* [Collected data entries]:

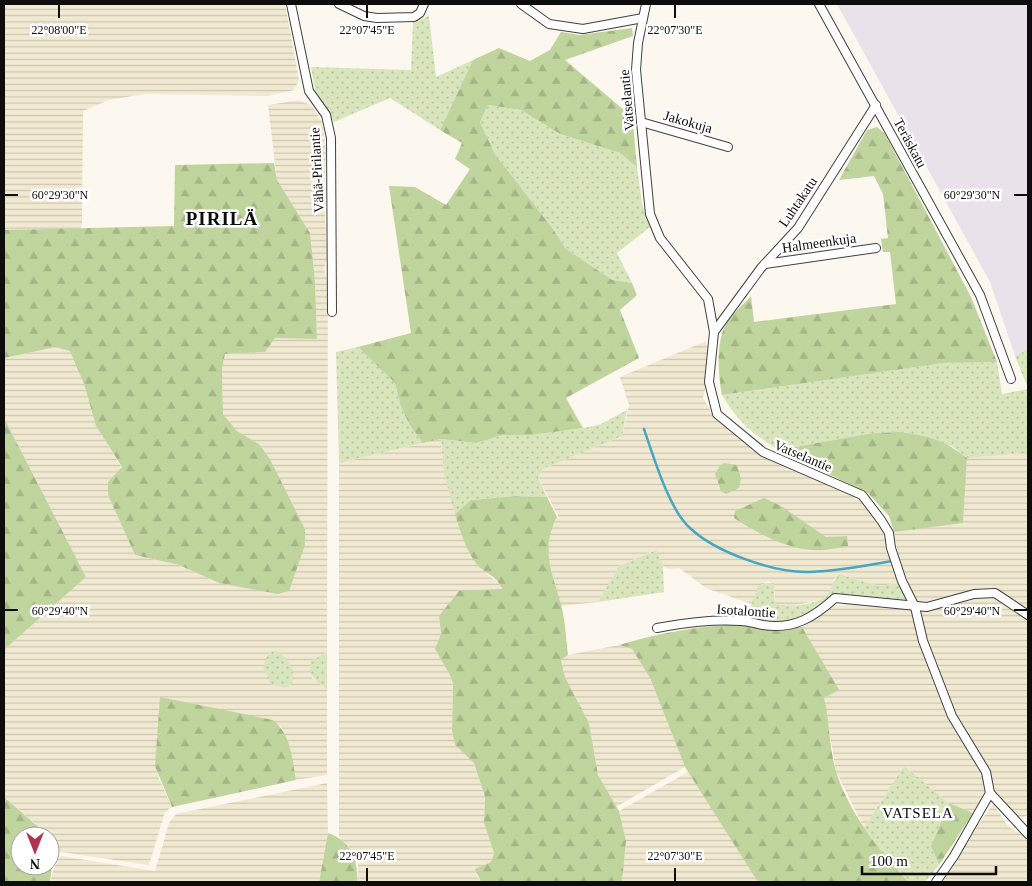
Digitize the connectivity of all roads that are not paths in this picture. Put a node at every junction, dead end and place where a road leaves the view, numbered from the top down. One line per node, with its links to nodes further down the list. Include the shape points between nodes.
1 (291, 4): 13 (street, Vähä-Pirilantie, via 309,91 326,115 331,138)
2 (339, 4): 3 (street, via 364,16 378,18 414,17)
3 (424, 4)
4 (521, 4): 7 (street, via 549,24 584,29)
5 (646, 4): 7 (street, Vatselantie)
6 (819, 4): 8 (street, Teräskatu)
7 (643, 18): 9 (street, Vatselantie, via 636,70)
8 (876, 105): 12 (street, Luhtakatu, via 798,228); 15 (street, Teräskatu, via 980,295)
9 (641, 122): 10 (street, Jakokuja); 14 (street, Vatselantie, via 650,214 660,238 708,298)
10 (728, 147)
11 (876, 248): 12 (street, Halmeenkuja)
12 (765, 264): 14 (street, Luhtakatu)
13 (332, 312)
14 (714, 332): 16 (street, Vatselantie, via 709,382 717,414 763,452 862,494 889,534 902,581)
15 (1011, 379)
16 (915, 607): 17 (street, Isotalontie, via 927,607 974,594 995,594); 18 (street, Isotalontie, via 835,598 814,617 789,625 697,621); 19 (street, Vatselantie, via 952,716 986,772)
17 (1028, 615)
18 (657, 628)
19 (990, 793): 20 (street); 21 (street)
20 (1028, 834)
21 (936, 882)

* [Task description]:
Leave the images aside and transcribe all entries exactly.

* [Response below]:
Digitize the connectivity of all roads that are not paths in this picture. Put a node at every junction, dead end and place where a road leaves the view, numbered from the top down. One line per node, with its links to nodes further down the list. Include the shape points between nodes.
1 (291, 4): 13 (street, Vähä-Pirilantie, via 309,91 326,115 331,138)
2 (339, 4): 3 (street, via 364,16 378,18 414,17)
3 (424, 4)
4 (521, 4): 7 (street, via 549,24 584,29)
5 (646, 4): 7 (street, Vatselantie)
6 (819, 4): 8 (street, Teräskatu)
7 (643, 18): 9 (street, Vatselantie, via 636,70)
8 (876, 105): 12 (street, Luhtakatu, via 798,228); 15 (street, Teräskatu, via 980,295)
9 (641, 122): 10 (street, Jakokuja); 14 (street, Vatselantie, via 650,214 660,238 708,298)
10 (728, 147)
11 (876, 248): 12 (street, Halmeenkuja)
12 (765, 264): 14 (street, Luhtakatu)
13 (332, 312)
14 (714, 332): 16 (street, Vatselantie, via 709,382 717,414 763,452 862,494 889,534 902,581)
15 (1011, 379)
16 (915, 607): 17 (street, Isotalontie, via 927,607 974,594 995,594); 18 (street, Isotalontie, via 835,598 814,617 789,625 697,621); 19 (street, Vatselantie, via 952,716 986,772)
17 (1028, 615)
18 (657, 628)
19 (990, 793): 20 (street); 21 (street)
20 (1028, 834)
21 (936, 882)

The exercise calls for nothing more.